Retour sur un plan foireux

09 juin, 2006 | 404 Lectures | Ecrire un commentaire

La maladie du président Abdelaziz Bouteflika aura été bien plus lourde de conséquences qu’il n’y paraissait au départ. Elle aura permis au FLN d’avoir les coudées franches pour jouer sur le syndrome de la succession et faire miroiter au chef de l’Etat tous les avantages d’un passage de relais intra-muros sans permettre à l’ennemi idéologique le plus dangereux, le RND de postuler à prendre les rennes du pouvoir.

Le travail de conviction entamé par le clan Belkhadem aura été d’autant plus facile à mener que le débat autour de la Charte pour la paix et la réconciliation nationale, puis celui autour de la révision constitutionnelle, auront révélé des divergences insurmontables entre les deux formations politiques.

Divergences qui ne sont, cela dit, ni nouvelles ni récentes entre les deux grandes forces politiques qui se disputent le pouvoir depuis le mois de mai 1956. Le FLN d’un côté et l’ALN, devenue ANP, de l’autre. De la primauté du politique sur le militaire de la plate-forme de la Soummam à l’exigence de retrait de l’armée de la vie politique exprimée au cours des quinze dernières années, le conflit reste le même, bien qu’il ait revêtu diverses formes au cours des ans.

Il repose sur deux visions totalement antagoniques de la manière dont doivent être gérées les affaires de la nation. Le FLN estimant que son contrôle du pouvoir ne doit lui servir qu’à son propre enrichissement en construisant un système bureaucratique fondé sur la rente et les militaires estimant, au contraire, que le FLN est un véritable danger pour le pays parce que le mettant en péril d’un point de vue économique autant que social.

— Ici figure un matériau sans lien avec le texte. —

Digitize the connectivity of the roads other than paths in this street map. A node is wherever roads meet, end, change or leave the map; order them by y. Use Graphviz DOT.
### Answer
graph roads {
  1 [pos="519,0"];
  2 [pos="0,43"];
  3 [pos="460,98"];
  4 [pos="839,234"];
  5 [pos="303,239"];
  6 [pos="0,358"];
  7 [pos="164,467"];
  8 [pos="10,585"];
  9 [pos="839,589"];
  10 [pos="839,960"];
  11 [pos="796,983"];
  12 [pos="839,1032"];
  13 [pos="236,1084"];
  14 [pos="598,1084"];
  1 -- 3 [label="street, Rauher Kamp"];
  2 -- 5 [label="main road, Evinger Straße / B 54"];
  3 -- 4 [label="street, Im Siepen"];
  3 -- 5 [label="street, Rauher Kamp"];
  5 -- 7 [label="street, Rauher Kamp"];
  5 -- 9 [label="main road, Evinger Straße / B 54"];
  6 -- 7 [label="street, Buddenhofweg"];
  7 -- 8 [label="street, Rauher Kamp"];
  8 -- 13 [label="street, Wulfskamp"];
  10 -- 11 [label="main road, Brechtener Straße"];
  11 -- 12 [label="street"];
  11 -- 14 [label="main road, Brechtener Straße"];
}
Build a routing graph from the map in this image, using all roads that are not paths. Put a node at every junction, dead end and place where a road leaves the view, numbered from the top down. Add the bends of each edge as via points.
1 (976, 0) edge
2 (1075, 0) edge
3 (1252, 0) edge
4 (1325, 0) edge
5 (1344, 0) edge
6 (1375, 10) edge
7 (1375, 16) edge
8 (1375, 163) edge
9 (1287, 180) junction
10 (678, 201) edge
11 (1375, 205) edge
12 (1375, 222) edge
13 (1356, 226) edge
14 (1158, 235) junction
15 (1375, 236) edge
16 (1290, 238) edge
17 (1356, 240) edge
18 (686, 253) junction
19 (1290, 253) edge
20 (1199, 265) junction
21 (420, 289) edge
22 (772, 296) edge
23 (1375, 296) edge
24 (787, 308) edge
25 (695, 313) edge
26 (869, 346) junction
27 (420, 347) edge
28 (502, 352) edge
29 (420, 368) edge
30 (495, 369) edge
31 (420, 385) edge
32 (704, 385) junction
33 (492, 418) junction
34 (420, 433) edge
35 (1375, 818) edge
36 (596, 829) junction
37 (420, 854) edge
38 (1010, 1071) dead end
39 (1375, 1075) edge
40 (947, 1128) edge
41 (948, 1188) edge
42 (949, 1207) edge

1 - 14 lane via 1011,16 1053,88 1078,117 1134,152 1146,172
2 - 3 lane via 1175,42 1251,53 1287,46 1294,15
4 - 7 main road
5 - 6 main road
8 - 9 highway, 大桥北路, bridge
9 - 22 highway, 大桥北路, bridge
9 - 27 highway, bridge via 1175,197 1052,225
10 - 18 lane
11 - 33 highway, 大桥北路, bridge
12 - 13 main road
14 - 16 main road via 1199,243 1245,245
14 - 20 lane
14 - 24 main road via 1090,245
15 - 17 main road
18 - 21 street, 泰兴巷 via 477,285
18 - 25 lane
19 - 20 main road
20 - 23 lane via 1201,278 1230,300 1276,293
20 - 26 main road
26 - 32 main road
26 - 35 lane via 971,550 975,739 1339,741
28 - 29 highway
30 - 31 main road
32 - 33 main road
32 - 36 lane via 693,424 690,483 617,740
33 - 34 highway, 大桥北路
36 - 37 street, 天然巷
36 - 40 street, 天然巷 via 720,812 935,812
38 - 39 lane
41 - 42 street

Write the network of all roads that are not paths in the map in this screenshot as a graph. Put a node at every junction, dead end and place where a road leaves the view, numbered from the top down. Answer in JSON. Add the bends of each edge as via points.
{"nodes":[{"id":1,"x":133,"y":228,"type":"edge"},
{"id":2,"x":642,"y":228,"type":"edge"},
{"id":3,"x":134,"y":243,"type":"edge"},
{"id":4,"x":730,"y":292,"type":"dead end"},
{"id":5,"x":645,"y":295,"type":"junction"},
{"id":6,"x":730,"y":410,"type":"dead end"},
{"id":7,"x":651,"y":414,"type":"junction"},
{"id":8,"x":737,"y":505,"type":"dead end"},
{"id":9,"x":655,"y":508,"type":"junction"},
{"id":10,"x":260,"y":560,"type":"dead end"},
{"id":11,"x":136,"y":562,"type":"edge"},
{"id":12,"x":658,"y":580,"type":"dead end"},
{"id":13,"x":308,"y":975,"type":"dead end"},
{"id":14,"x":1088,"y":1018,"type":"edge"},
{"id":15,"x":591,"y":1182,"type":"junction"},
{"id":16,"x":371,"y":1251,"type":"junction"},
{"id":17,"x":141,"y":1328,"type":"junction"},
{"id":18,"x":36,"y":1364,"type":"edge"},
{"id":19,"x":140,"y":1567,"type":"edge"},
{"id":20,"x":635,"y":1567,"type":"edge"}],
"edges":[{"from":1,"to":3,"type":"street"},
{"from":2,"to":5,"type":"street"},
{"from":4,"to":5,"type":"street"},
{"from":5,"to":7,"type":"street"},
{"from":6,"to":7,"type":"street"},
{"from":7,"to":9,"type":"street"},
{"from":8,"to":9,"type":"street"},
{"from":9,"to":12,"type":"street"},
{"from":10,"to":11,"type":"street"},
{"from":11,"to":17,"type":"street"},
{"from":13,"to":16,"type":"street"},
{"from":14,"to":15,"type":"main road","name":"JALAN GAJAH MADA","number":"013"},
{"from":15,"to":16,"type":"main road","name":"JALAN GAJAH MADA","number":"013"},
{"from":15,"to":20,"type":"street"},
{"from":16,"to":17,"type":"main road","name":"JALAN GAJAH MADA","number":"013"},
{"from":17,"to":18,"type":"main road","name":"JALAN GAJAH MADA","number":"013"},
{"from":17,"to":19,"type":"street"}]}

Toutes les stratégies de pouvoir déployées de 1956 à nos jours n’étant que la traduction politique de contradictions qui ont occasionné de très graves crises politiques à notre pays. La dernière en date étant ce changement de chef du gouvernement qui a vu le FLN faire ce qu’il n’avait encore jamais osé faire jusque-là, c’est-à-dire fouler aux pieds la Constitution en refusant à un chef de gouvernement de présenter son bilan au Parlement.

C’est qu’effectivement, les enjeux liés à la succession éventuelle de Bouteflika sont énormes ; ils sont de l’ordre du déclassement définitif du FLN sur la scène politique nationale et de son écartement durable d’un pouvoir où il a toujours conservé quelques positions importantes à travers certains officiers supérieurs de l’ANP qui, bien que militaires, se sont laissés tenter par les attraits du système rentier mis en place par le FLN et en sont même devenus les «protecteurs armés».

Parce qu’autant l’intermède de 1991 à 1999 aura été une occasion pour le FLN de se forger un profil d’opposant et, pourquoi pas, de démocrate face à un Etat plus ou moins ouvertement contrôlé par les militaires, autant l’accession au pouvoir suprême du RND à travers Ahmed Ouyahia risque d’être le début de la fin pour un parti qui n’aura guère plus d’argument convaincant pour espérer reprendre le pouvoir.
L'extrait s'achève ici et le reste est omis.